# AIM OF THE EXERCISE
Please show every line in the entries below that includes the word "Magnolia".

# SOURCE MATERIAL

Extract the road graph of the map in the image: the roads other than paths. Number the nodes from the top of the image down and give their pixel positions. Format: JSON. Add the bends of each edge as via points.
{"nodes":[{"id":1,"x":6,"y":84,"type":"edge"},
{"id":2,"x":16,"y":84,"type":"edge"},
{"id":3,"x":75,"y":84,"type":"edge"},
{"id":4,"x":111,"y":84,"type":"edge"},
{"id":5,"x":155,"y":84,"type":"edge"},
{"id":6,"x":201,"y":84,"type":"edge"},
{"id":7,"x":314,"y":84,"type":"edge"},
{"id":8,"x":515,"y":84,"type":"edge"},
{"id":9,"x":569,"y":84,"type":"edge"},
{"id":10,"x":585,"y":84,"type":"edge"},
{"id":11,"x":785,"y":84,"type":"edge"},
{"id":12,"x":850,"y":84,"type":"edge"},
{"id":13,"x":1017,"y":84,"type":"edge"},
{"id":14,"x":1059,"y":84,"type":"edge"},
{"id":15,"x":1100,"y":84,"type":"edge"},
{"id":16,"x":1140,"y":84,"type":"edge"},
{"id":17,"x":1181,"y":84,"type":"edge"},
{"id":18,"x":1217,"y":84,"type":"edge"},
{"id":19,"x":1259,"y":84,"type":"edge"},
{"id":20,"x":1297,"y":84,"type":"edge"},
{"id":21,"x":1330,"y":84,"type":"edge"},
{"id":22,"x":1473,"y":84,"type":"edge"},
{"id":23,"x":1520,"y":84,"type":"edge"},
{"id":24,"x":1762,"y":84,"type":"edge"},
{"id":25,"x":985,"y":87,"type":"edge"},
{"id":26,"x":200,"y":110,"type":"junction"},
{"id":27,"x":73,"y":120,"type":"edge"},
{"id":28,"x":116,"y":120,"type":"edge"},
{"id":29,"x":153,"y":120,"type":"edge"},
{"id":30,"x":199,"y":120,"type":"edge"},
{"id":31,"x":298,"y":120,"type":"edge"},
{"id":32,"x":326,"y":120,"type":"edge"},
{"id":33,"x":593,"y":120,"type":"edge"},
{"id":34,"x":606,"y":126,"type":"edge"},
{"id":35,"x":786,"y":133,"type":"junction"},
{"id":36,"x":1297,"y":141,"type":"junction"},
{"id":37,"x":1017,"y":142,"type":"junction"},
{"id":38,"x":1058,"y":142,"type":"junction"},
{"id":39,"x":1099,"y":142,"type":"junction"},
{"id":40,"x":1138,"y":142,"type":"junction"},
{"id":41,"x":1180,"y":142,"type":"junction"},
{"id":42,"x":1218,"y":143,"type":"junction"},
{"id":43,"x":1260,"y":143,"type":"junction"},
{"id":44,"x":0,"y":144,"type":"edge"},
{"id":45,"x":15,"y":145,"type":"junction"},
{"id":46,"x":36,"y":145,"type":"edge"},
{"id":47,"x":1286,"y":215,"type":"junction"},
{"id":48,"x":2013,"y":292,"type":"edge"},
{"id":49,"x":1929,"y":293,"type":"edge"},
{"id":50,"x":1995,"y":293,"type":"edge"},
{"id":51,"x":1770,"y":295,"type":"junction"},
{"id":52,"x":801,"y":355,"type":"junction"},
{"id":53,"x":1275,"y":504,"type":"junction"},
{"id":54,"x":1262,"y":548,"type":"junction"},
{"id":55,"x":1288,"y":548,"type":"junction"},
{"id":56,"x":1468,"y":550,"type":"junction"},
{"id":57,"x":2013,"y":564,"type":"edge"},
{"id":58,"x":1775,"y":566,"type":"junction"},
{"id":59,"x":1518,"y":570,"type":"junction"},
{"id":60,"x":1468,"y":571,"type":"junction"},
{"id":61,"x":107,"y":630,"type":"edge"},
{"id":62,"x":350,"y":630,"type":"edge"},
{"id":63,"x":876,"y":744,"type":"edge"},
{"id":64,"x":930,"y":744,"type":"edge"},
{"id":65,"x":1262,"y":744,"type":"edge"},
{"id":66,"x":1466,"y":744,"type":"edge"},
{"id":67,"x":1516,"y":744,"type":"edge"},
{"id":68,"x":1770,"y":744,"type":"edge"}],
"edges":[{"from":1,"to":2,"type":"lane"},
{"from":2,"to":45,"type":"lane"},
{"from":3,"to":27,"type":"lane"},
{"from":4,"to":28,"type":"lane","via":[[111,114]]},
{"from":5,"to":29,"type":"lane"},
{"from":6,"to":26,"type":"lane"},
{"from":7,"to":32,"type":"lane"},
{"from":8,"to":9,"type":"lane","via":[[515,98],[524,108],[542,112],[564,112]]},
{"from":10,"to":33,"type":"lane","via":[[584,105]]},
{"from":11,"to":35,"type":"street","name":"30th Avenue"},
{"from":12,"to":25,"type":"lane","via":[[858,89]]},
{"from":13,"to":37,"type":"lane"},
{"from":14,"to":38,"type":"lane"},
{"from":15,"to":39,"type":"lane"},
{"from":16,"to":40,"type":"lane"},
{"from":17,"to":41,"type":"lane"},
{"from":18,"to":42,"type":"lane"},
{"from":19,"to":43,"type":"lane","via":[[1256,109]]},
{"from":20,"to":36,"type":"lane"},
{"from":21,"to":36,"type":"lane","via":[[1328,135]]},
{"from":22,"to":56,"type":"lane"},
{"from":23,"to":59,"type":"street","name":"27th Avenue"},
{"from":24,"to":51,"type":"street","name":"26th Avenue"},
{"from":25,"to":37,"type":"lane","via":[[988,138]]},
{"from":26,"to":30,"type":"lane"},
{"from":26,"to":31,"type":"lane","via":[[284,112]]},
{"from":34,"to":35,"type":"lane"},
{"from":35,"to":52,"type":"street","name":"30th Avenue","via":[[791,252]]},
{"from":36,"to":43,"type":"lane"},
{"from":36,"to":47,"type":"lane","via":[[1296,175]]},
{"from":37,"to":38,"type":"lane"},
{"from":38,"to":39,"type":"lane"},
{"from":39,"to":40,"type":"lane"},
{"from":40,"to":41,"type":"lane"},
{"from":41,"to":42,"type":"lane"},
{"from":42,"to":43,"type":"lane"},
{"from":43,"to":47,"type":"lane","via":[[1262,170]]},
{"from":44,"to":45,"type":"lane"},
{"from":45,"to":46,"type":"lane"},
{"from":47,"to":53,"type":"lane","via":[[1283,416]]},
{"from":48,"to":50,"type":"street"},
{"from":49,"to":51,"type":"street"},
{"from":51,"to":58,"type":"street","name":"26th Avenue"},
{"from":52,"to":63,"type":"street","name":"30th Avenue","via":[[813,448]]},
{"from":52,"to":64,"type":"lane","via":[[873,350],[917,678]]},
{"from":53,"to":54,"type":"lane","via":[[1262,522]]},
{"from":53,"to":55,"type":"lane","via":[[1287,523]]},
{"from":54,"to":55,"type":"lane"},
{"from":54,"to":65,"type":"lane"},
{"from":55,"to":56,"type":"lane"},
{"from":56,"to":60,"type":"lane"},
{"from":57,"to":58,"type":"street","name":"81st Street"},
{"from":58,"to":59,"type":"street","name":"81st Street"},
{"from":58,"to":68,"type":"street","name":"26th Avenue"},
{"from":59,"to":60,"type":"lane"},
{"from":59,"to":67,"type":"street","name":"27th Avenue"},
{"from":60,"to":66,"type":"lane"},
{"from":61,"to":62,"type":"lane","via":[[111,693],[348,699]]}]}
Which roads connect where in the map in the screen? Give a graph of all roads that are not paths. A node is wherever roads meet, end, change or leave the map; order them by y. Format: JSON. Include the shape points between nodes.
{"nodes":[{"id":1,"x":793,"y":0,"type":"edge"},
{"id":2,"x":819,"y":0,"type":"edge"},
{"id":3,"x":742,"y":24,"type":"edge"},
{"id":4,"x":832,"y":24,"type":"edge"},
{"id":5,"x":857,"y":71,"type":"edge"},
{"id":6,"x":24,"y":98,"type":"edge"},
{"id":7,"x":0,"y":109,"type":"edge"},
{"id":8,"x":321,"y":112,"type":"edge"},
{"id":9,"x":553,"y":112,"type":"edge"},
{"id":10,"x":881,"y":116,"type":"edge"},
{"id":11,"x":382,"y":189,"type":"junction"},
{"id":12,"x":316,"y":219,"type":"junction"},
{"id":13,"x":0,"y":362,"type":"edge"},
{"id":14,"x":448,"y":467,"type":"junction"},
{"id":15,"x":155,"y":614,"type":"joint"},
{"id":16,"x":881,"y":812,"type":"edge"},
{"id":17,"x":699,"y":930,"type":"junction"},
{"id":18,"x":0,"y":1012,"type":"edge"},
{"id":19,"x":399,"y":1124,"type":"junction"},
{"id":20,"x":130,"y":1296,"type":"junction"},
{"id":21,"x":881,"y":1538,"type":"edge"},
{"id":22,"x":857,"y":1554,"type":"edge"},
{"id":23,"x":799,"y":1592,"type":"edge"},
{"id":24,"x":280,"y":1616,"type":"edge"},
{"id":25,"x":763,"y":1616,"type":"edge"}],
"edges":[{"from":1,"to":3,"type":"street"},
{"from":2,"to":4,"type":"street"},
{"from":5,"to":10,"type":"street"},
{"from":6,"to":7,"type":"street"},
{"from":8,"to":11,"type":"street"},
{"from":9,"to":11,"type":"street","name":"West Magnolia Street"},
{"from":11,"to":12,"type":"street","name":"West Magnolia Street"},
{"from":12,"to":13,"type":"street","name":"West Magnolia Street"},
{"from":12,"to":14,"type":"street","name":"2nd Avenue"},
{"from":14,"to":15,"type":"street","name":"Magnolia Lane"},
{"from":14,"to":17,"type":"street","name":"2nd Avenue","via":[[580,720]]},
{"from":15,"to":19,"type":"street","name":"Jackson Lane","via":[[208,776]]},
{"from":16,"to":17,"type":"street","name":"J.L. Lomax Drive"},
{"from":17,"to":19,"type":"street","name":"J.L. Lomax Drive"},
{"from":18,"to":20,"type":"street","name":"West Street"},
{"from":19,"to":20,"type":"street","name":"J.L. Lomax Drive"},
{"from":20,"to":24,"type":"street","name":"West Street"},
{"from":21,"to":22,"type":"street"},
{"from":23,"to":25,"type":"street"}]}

# ANSWER TO THE PROBLEM
{"from":9,"to":11,"type":"street","name":"West Magnolia Street"},
{"from":11,"to":12,"type":"street","name":"West Magnolia Street"},
{"from":12,"to":13,"type":"street","name":"West Magnolia Street"},
{"from":14,"to":15,"type":"street","name":"Magnolia Lane"},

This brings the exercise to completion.